- Task requirements: All of the records that follow need to be copied word for word, without the pictures.

- Input material:

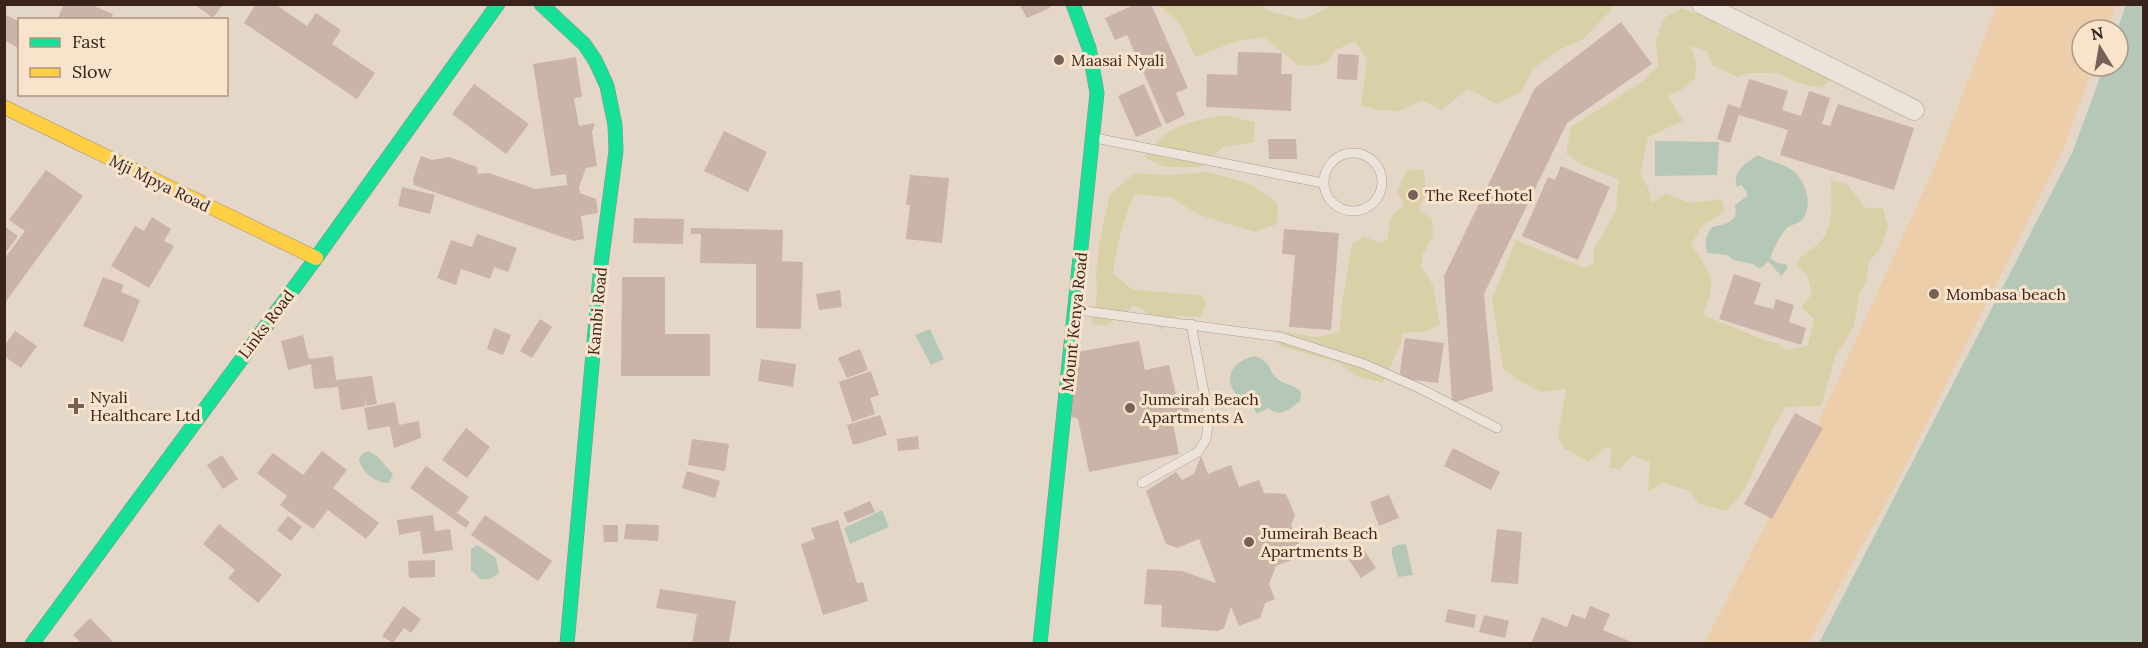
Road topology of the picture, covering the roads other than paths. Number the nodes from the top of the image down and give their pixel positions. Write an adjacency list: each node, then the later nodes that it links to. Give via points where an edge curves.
1 (498, 4): 9 (main road, Links Road)
2 (541, 4): 15 (main road, Kambi Road, via 584,44 595,60 615,125 616,151)
3 (1073, 4): 7 (main road, Mount Kenya Road, via 1094,62 1097,93)
4 (1702, 4): 5 (street)
5 (1914, 110)
6 (7, 115): 9 (main road, Mji Mpya Road)
7 (1093, 138): 8 (lane); 10 (main road, Mount Kenya Road)
8 (1323, 183): 8 (lane, via 1327,167 1339,155 1356,153 1371,159 1381,172 1381,188 1373,203 1358,210 1342,209 1335,204)
9 (316, 258): 14 (main road, Links Road)
10 (1076, 310): 11 (lane); 16 (main road, Mount Kenya Road)
11 (1191, 324): 12 (lane, via 1280,337 1320,349 1419,388); 13 (lane, via 1207,408 1206,439 1198,452)
12 (1497, 428)
13 (1142, 483)
14 (32, 644)
15 (567, 644)
16 (1040, 644)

- Your response:
Road topology of the picture, covering the roads other than paths. Number the nodes from the top of the image down and give their pixel positions. Write an adjacency list: each node, then the later nodes that it links to. Give via points where an edge curves.
1 (498, 4): 9 (main road, Links Road)
2 (541, 4): 15 (main road, Kambi Road, via 584,44 595,60 615,125 616,151)
3 (1073, 4): 7 (main road, Mount Kenya Road, via 1094,62 1097,93)
4 (1702, 4): 5 (street)
5 (1914, 110)
6 (7, 115): 9 (main road, Mji Mpya Road)
7 (1093, 138): 8 (lane); 10 (main road, Mount Kenya Road)
8 (1323, 183): 8 (lane, via 1327,167 1339,155 1356,153 1371,159 1381,172 1381,188 1373,203 1358,210 1342,209 1335,204)
9 (316, 258): 14 (main road, Links Road)
10 (1076, 310): 11 (lane); 16 (main road, Mount Kenya Road)
11 (1191, 324): 12 (lane, via 1280,337 1320,349 1419,388); 13 (lane, via 1207,408 1206,439 1198,452)
12 (1497, 428)
13 (1142, 483)
14 (32, 644)
15 (567, 644)
16 (1040, 644)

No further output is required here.